=== Begin Enclosure ===

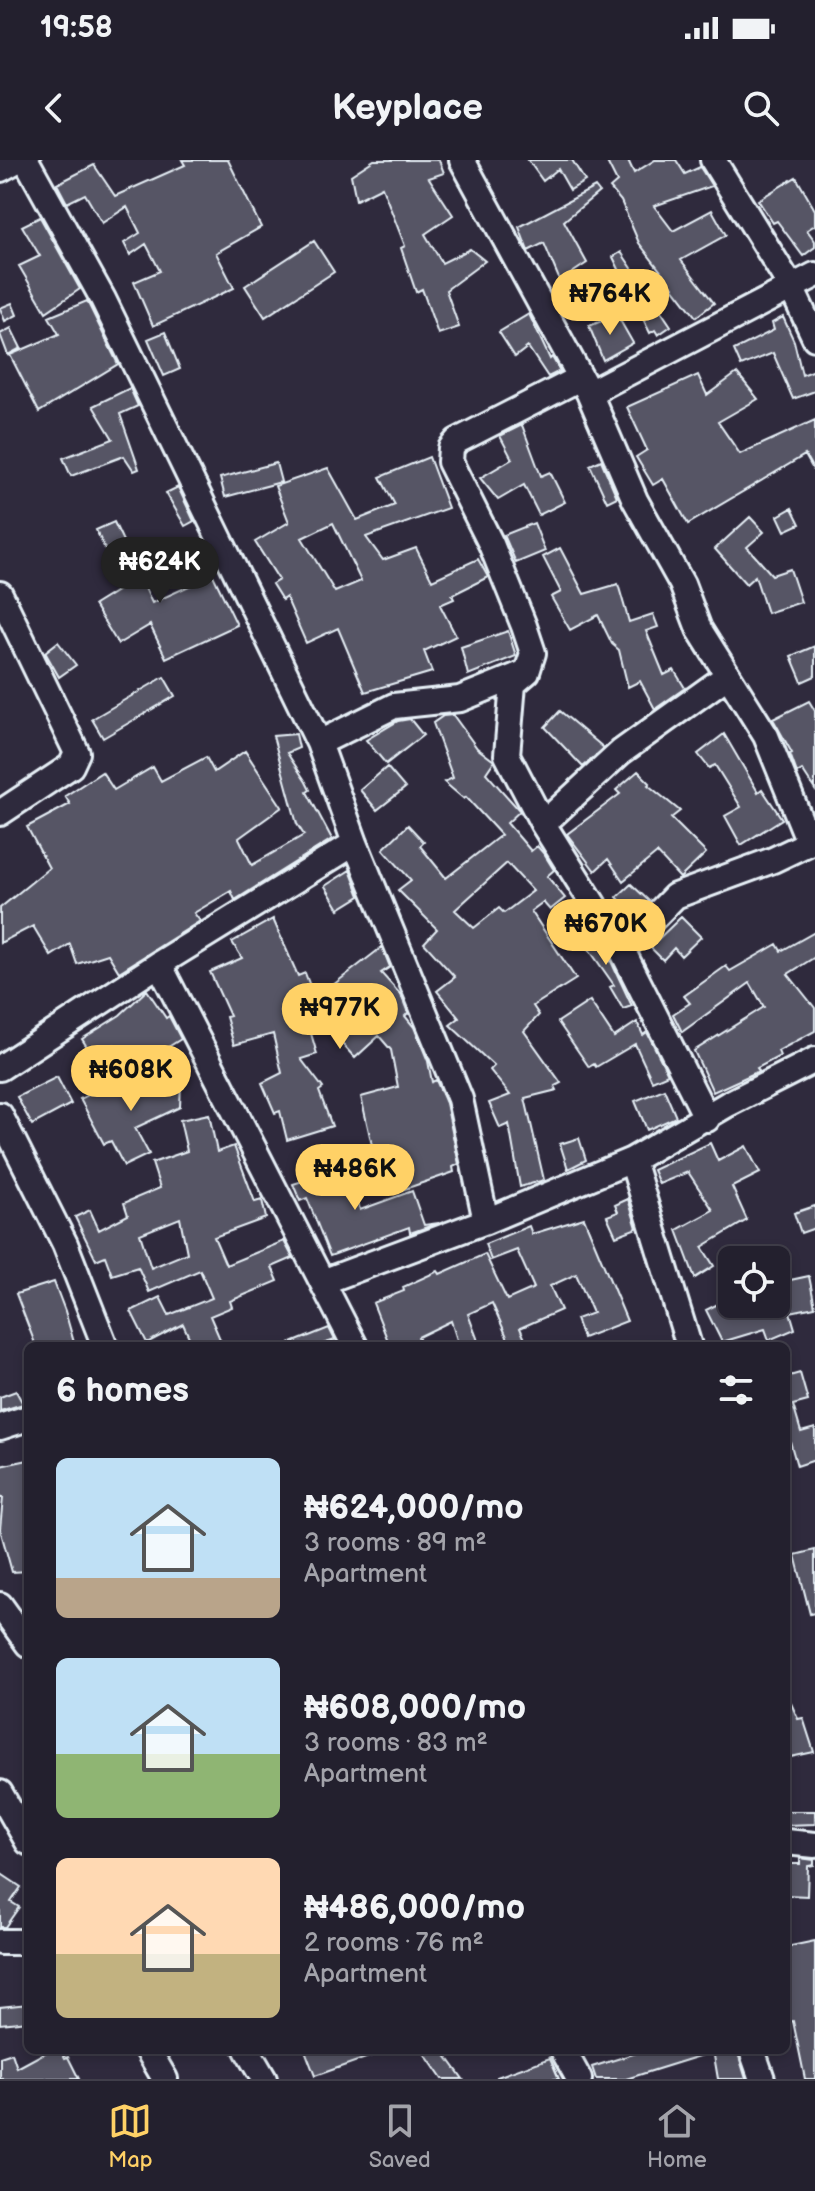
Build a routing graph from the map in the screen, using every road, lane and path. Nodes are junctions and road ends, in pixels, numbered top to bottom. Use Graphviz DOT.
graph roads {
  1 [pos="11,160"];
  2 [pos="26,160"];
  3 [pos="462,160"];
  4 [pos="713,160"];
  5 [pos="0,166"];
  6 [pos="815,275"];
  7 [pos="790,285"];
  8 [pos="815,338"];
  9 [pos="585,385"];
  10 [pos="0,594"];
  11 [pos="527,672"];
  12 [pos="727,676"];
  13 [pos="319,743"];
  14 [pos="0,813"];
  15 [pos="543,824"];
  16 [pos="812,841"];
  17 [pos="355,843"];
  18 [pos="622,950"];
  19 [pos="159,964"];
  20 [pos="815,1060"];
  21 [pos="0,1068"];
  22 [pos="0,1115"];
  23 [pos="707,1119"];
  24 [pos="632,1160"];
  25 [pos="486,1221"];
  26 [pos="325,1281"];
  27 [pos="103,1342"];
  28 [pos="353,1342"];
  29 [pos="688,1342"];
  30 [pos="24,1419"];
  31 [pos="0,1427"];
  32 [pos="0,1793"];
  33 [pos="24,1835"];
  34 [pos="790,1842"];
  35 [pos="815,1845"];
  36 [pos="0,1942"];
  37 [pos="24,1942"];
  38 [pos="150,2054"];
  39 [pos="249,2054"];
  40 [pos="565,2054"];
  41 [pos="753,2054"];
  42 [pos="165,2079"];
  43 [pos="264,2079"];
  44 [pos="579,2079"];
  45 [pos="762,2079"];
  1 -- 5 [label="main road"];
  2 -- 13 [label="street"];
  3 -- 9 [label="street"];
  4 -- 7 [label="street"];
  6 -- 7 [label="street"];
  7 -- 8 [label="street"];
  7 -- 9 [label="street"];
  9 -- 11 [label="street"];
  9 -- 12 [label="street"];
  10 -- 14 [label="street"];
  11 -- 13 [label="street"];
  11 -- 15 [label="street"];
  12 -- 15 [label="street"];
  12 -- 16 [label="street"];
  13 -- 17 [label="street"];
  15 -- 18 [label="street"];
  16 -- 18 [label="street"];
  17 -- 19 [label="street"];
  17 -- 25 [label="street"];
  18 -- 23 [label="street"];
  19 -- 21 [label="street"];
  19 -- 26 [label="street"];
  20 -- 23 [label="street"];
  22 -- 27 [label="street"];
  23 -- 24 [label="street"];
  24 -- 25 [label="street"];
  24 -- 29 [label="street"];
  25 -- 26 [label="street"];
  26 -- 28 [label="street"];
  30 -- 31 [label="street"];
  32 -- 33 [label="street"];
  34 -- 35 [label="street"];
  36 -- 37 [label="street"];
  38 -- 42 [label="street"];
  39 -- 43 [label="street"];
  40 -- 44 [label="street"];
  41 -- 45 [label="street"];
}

=== End Enclosure ===

WHAT YOU WILL DO → Repeat, word for word, each of the records, omitting any image they hold.

RESULT →
Build a routing graph from the map in the screen, using every road, lane and path. Nodes are junctions and road ends, in pixels, numbered top to bottom. Use Graphviz DOT.
graph roads {
  1 [pos="11,160"];
  2 [pos="26,160"];
  3 [pos="462,160"];
  4 [pos="713,160"];
  5 [pos="0,166"];
  6 [pos="815,275"];
  7 [pos="790,285"];
  8 [pos="815,338"];
  9 [pos="585,385"];
  10 [pos="0,594"];
  11 [pos="527,672"];
  12 [pos="727,676"];
  13 [pos="319,743"];
  14 [pos="0,813"];
  15 [pos="543,824"];
  16 [pos="812,841"];
  17 [pos="355,843"];
  18 [pos="622,950"];
  19 [pos="159,964"];
  20 [pos="815,1060"];
  21 [pos="0,1068"];
  22 [pos="0,1115"];
  23 [pos="707,1119"];
  24 [pos="632,1160"];
  25 [pos="486,1221"];
  26 [pos="325,1281"];
  27 [pos="103,1342"];
  28 [pos="353,1342"];
  29 [pos="688,1342"];
  30 [pos="24,1419"];
  31 [pos="0,1427"];
  32 [pos="0,1793"];
  33 [pos="24,1835"];
  34 [pos="790,1842"];
  35 [pos="815,1845"];
  36 [pos="0,1942"];
  37 [pos="24,1942"];
  38 [pos="150,2054"];
  39 [pos="249,2054"];
  40 [pos="565,2054"];
  41 [pos="753,2054"];
  42 [pos="165,2079"];
  43 [pos="264,2079"];
  44 [pos="579,2079"];
  45 [pos="762,2079"];
  1 -- 5 [label="main road"];
  2 -- 13 [label="street"];
  3 -- 9 [label="street"];
  4 -- 7 [label="street"];
  6 -- 7 [label="street"];
  7 -- 8 [label="street"];
  7 -- 9 [label="street"];
  9 -- 11 [label="street"];
  9 -- 12 [label="street"];
  10 -- 14 [label="street"];
  11 -- 13 [label="street"];
  11 -- 15 [label="street"];
  12 -- 15 [label="street"];
  12 -- 16 [label="street"];
  13 -- 17 [label="street"];
  15 -- 18 [label="street"];
  16 -- 18 [label="street"];
  17 -- 19 [label="street"];
  17 -- 25 [label="street"];
  18 -- 23 [label="street"];
  19 -- 21 [label="street"];
  19 -- 26 [label="street"];
  20 -- 23 [label="street"];
  22 -- 27 [label="street"];
  23 -- 24 [label="street"];
  24 -- 25 [label="street"];
  24 -- 29 [label="street"];
  25 -- 26 [label="street"];
  26 -- 28 [label="street"];
  30 -- 31 [label="street"];
  32 -- 33 [label="street"];
  34 -- 35 [label="street"];
  36 -- 37 [label="street"];
  38 -- 42 [label="street"];
  39 -- 43 [label="street"];
  40 -- 44 [label="street"];
  41 -- 45 [label="street"];
}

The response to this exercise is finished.